Collected data
++++++++
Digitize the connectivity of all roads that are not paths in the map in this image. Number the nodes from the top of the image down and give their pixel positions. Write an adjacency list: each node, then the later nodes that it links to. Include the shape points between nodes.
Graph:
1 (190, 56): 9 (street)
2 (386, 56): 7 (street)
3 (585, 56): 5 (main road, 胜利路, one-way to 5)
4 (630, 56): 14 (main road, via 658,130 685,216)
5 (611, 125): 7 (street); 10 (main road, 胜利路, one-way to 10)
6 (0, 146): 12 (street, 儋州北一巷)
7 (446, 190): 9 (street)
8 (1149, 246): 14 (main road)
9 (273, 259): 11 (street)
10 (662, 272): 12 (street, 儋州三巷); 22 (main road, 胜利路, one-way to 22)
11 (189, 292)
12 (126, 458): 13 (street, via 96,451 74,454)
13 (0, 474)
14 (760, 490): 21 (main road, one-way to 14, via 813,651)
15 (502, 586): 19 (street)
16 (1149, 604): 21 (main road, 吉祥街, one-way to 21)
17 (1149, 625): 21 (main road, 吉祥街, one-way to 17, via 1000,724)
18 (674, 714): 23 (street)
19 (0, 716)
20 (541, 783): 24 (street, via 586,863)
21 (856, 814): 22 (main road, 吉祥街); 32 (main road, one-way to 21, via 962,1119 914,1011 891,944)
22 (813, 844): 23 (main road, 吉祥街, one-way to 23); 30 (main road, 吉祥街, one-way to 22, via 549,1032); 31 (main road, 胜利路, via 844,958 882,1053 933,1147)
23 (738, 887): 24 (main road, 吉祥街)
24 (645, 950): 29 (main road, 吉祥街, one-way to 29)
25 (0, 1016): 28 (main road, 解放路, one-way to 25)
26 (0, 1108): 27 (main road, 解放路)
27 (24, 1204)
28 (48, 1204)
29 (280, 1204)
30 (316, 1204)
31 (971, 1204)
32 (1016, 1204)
++++++++
| Work instructions |
The entries above are to be retyped exactly.

| Result of this task |
Digitize the connectivity of all roads that are not paths in the map in this image. Number the nodes from the top of the image down and give their pixel positions. Write an adjacency list: each node, then the later nodes that it links to. Include the shape points between nodes.
Graph:
1 (190, 56): 9 (street)
2 (386, 56): 7 (street)
3 (585, 56): 5 (main road, 胜利路, one-way to 5)
4 (630, 56): 14 (main road, via 658,130 685,216)
5 (611, 125): 7 (street); 10 (main road, 胜利路, one-way to 10)
6 (0, 146): 12 (street, 儋州北一巷)
7 (446, 190): 9 (street)
8 (1149, 246): 14 (main road)
9 (273, 259): 11 (street)
10 (662, 272): 12 (street, 儋州三巷); 22 (main road, 胜利路, one-way to 22)
11 (189, 292)
12 (126, 458): 13 (street, via 96,451 74,454)
13 (0, 474)
14 (760, 490): 21 (main road, one-way to 14, via 813,651)
15 (502, 586): 19 (street)
16 (1149, 604): 21 (main road, 吉祥街, one-way to 21)
17 (1149, 625): 21 (main road, 吉祥街, one-way to 17, via 1000,724)
18 (674, 714): 23 (street)
19 (0, 716)
20 (541, 783): 24 (street, via 586,863)
21 (856, 814): 22 (main road, 吉祥街); 32 (main road, one-way to 21, via 962,1119 914,1011 891,944)
22 (813, 844): 23 (main road, 吉祥街, one-way to 23); 30 (main road, 吉祥街, one-way to 22, via 549,1032); 31 (main road, 胜利路, via 844,958 882,1053 933,1147)
23 (738, 887): 24 (main road, 吉祥街)
24 (645, 950): 29 (main road, 吉祥街, one-way to 29)
25 (0, 1016): 28 (main road, 解放路, one-way to 25)
26 (0, 1108): 27 (main road, 解放路)
27 (24, 1204)
28 (48, 1204)
29 (280, 1204)
30 (316, 1204)
31 (971, 1204)
32 (1016, 1204)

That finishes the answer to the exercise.